▶ [ABOUT THIS EXERCISE] Nothing but the text of the records belongs in your answer: repeat all of it exactly and leave out the images.

==========

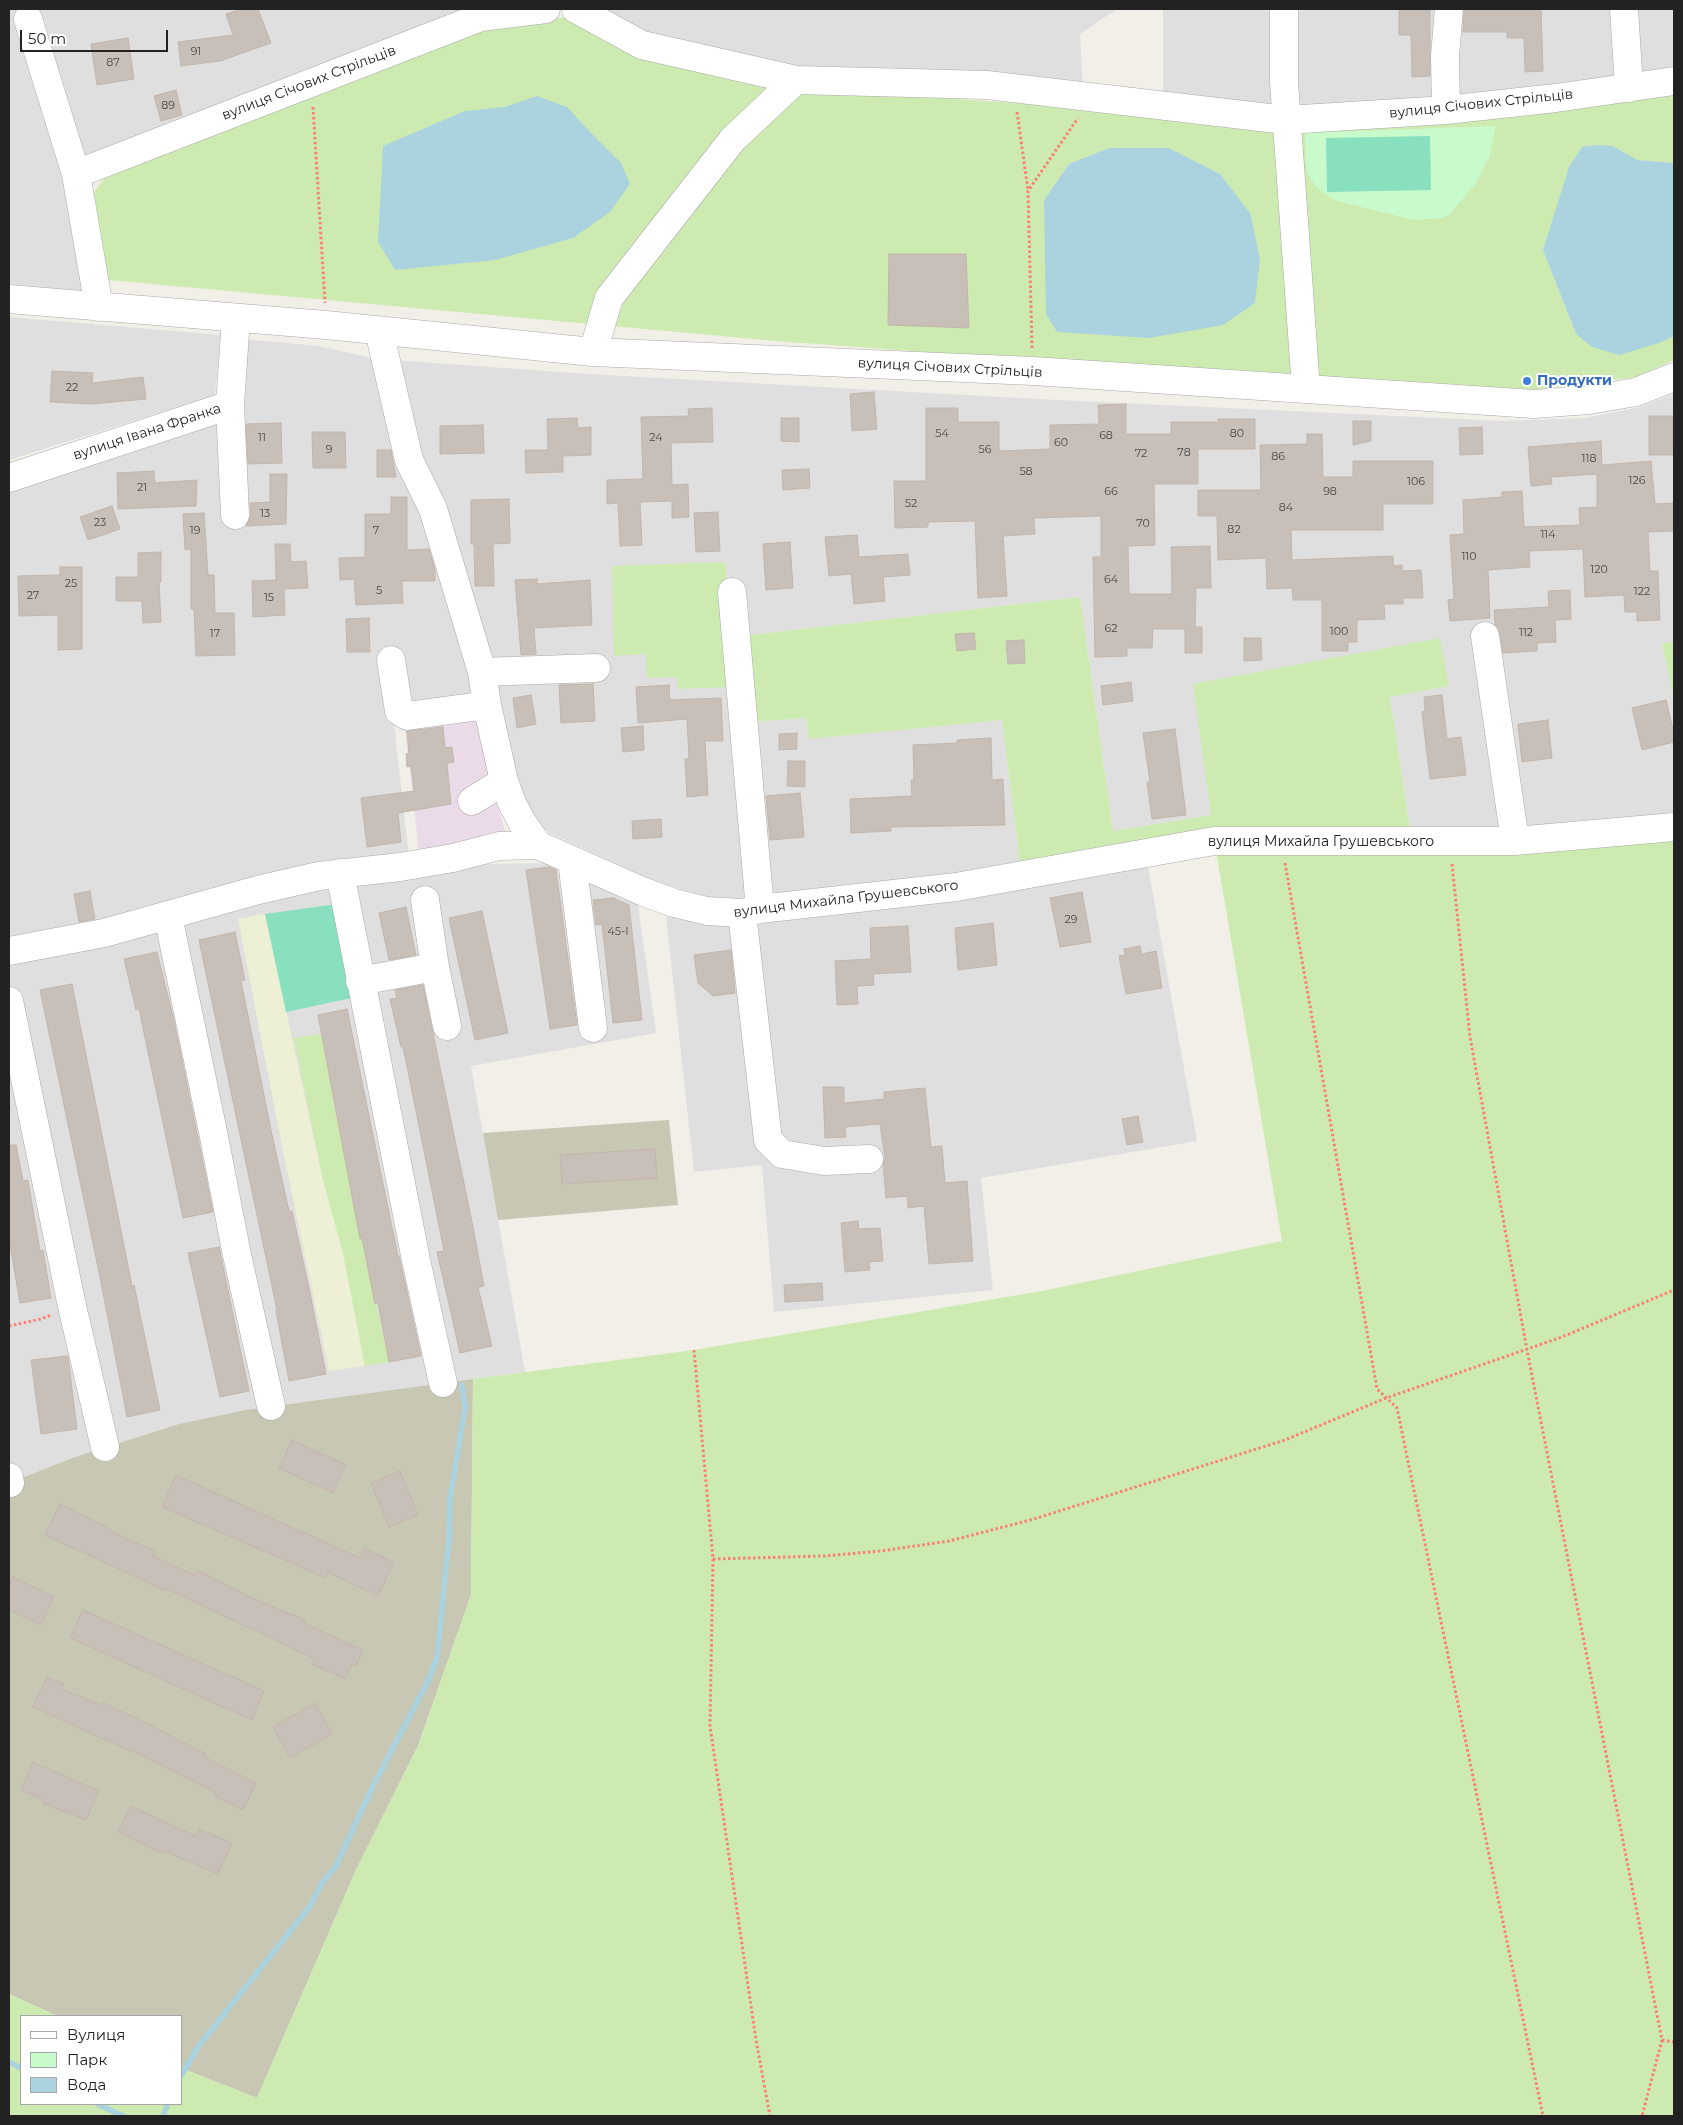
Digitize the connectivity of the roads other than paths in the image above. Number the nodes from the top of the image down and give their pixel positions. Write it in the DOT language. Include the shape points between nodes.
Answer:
graph roads {
  1 [pos="546,9"];
  2 [pos="576,9"];
  3 [pos="1284,9"];
  4 [pos="1449,9"];
  5 [pos="1624,9"];
  6 [pos="28,20"];
  7 [pos="796,80"];
  8 [pos="1674,81"];
  9 [pos="1629,88"];
  10 [pos="1446,110"];
  11 [pos="1286,120"];
  12 [pos="76,174"];
  13 [pos="9,299"];
  14 [pos="99,307"];
  15 [pos="236,318"];
  16 [pos="378,331"];
  17 [pos="593,352"];
  18 [pos="1674,377"];
  19 [pos="1306,389"];
  20 [pos="230,404"];
  21 [pos="9,478"];
  22 [pos="236,516"];
  23 [pos="732,592"];
  24 [pos="1485,636"];
  25 [pos="391,660"];
  26 [pos="596,668"];
  27 [pos="482,672"];
  28 [pos="487,705"];
  29 [pos="504,781"];
  30 [pos="472,801"];
  31 [pos="1674,826"];
  32 [pos="1515,841"];
  33 [pos="538,845"];
  34 [pos="572,861"];
  35 [pos="340,873"];
  36 [pos="425,900"];
  37 [pos="751,911"];
  38 [pos="168,916"];
  39 [pos="9,952"];
  40 [pos="435,967"];
  41 [pos="360,981"];
  42 [pos="9,1001"];
  43 [pos="447,1026"];
  44 [pos="593,1028"];
  45 [pos="869,1158"];
  46 [pos="443,1383"];
  47 [pos="270,1406"];
  48 [pos="105,1447"];
  1 -- 12 [label="street, вулиця Січових Стрільців" via="481,17"];
  2 -- 7 [label="street, вулиця Січових Стрільців" via="642,45"];
  3 -- 11 [label="street"];
  4 -- 10 [label="street" via="1445,56"];
  5 -- 9 [label="street"];
  6 -- 12 [label="street"];
  7 -- 11 [label="street, вулиця Січових Стрільців" via="987,85"];
  7 -- 17 [label="street" via="733,139 609,298"];
  8 -- 9 [label="street, вулиця Січових Стрільців"];
  9 -- 10 [label="street, вулиця Січових Стрільців"];
  10 -- 11 [label="street, вулиця Січових Стрільців"];
  11 -- 19 [label="street"];
  12 -- 14 [label="street"];
  13 -- 14 [label="street, вулиця Січових Стрільців"];
  14 -- 15 [label="street, вулиця Січових Стрільців"];
  15 -- 16 [label="street, вулиця Січових Стрільців"];
  15 -- 20 [label="street, вулиця Івана Франка"];
  16 -- 17 [label="street, вулиця Січових Стрільців"];
  16 -- 27 [label="street, вулиця Михайла Грушевського" via="409,460 433,509"];
  17 -- 19 [label="street, вулиця Січових Стрільців" via="1033,371"];
  18 -- 19 [label="street, вулиця Січових Стрільців" via="1636,392 1534,404"];
  20 -- 21 [label="street, вулиця Івана Франка"];
  20 -- 22 [label="street"];
  23 -- 37 [label="street"];
  24 -- 32 [label="street"];
  25 -- 28 [label="street" via="399,712 407,716"];
  26 -- 27 [label="street"];
  27 -- 28 [label="street, вулиця Михайла Грушевського"];
  28 -- 29 [label="street, вулиця Михайла Грушевського"];
  29 -- 30 [label="street"];
  29 -- 33 [label="street, вулиця Михайла Грушевського" via="522,822"];
  31 -- 32 [label="street, вулиця Михайла Грушевського"];
  32 -- 37 [label="street, вулиця Михайла Грушевського" via="1214,841 956,887"];
  33 -- 34 [label="street, вулиця Михайла Грушевського"];
  33 -- 35 [label="street" via="500,846 418,864"];
  34 -- 37 [label="street, вулиця Михайла Грушевського" via="674,903 706,911"];
  34 -- 44 [label="street"];
  35 -- 38 [label="street" via="290,882"];
  35 -- 41 [label="street"];
  36 -- 40 [label="street"];
  37 -- 45 [label="street" via="768,1140 782,1154 824,1161"];
  38 -- 39 [label="street" via="66,942"];
  38 -- 47 [label="street"];
  40 -- 41 [label="street"];
  40 -- 43 [label="street"];
  41 -- 46 [label="street"];
  42 -- 48 [label="street" via="72,1306"];
}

==========

▶ [ANSWER SECTION]
Digitize the connectivity of the roads other than paths in the image above. Number the nodes from the top of the image down and give their pixel positions. Write it in the DOT language. Include the shape points between nodes.
Answer:
graph roads {
  1 [pos="546,9"];
  2 [pos="576,9"];
  3 [pos="1284,9"];
  4 [pos="1449,9"];
  5 [pos="1624,9"];
  6 [pos="28,20"];
  7 [pos="796,80"];
  8 [pos="1674,81"];
  9 [pos="1629,88"];
  10 [pos="1446,110"];
  11 [pos="1286,120"];
  12 [pos="76,174"];
  13 [pos="9,299"];
  14 [pos="99,307"];
  15 [pos="236,318"];
  16 [pos="378,331"];
  17 [pos="593,352"];
  18 [pos="1674,377"];
  19 [pos="1306,389"];
  20 [pos="230,404"];
  21 [pos="9,478"];
  22 [pos="236,516"];
  23 [pos="732,592"];
  24 [pos="1485,636"];
  25 [pos="391,660"];
  26 [pos="596,668"];
  27 [pos="482,672"];
  28 [pos="487,705"];
  29 [pos="504,781"];
  30 [pos="472,801"];
  31 [pos="1674,826"];
  32 [pos="1515,841"];
  33 [pos="538,845"];
  34 [pos="572,861"];
  35 [pos="340,873"];
  36 [pos="425,900"];
  37 [pos="751,911"];
  38 [pos="168,916"];
  39 [pos="9,952"];
  40 [pos="435,967"];
  41 [pos="360,981"];
  42 [pos="9,1001"];
  43 [pos="447,1026"];
  44 [pos="593,1028"];
  45 [pos="869,1158"];
  46 [pos="443,1383"];
  47 [pos="270,1406"];
  48 [pos="105,1447"];
  1 -- 12 [label="street, вулиця Січових Стрільців" via="481,17"];
  2 -- 7 [label="street, вулиця Січових Стрільців" via="642,45"];
  3 -- 11 [label="street"];
  4 -- 10 [label="street" via="1445,56"];
  5 -- 9 [label="street"];
  6 -- 12 [label="street"];
  7 -- 11 [label="street, вулиця Січових Стрільців" via="987,85"];
  7 -- 17 [label="street" via="733,139 609,298"];
  8 -- 9 [label="street, вулиця Січових Стрільців"];
  9 -- 10 [label="street, вулиця Січових Стрільців"];
  10 -- 11 [label="street, вулиця Січових Стрільців"];
  11 -- 19 [label="street"];
  12 -- 14 [label="street"];
  13 -- 14 [label="street, вулиця Січових Стрільців"];
  14 -- 15 [label="street, вулиця Січових Стрільців"];
  15 -- 16 [label="street, вулиця Січових Стрільців"];
  15 -- 20 [label="street, вулиця Івана Франка"];
  16 -- 17 [label="street, вулиця Січових Стрільців"];
  16 -- 27 [label="street, вулиця Михайла Грушевського" via="409,460 433,509"];
  17 -- 19 [label="street, вулиця Січових Стрільців" via="1033,371"];
  18 -- 19 [label="street, вулиця Січових Стрільців" via="1636,392 1534,404"];
  20 -- 21 [label="street, вулиця Івана Франка"];
  20 -- 22 [label="street"];
  23 -- 37 [label="street"];
  24 -- 32 [label="street"];
  25 -- 28 [label="street" via="399,712 407,716"];
  26 -- 27 [label="street"];
  27 -- 28 [label="street, вулиця Михайла Грушевського"];
  28 -- 29 [label="street, вулиця Михайла Грушевського"];
  29 -- 30 [label="street"];
  29 -- 33 [label="street, вулиця Михайла Грушевського" via="522,822"];
  31 -- 32 [label="street, вулиця Михайла Грушевського"];
  32 -- 37 [label="street, вулиця Михайла Грушевського" via="1214,841 956,887"];
  33 -- 34 [label="street, вулиця Михайла Грушевського"];
  33 -- 35 [label="street" via="500,846 418,864"];
  34 -- 37 [label="street, вулиця Михайла Грушевського" via="674,903 706,911"];
  34 -- 44 [label="street"];
  35 -- 38 [label="street" via="290,882"];
  35 -- 41 [label="street"];
  36 -- 40 [label="street"];
  37 -- 45 [label="street" via="768,1140 782,1154 824,1161"];
  38 -- 39 [label="street" via="66,942"];
  38 -- 47 [label="street"];
  40 -- 41 [label="street"];
  40 -- 43 [label="street"];
  41 -- 46 [label="street"];
  42 -- 48 [label="street" via="72,1306"];
}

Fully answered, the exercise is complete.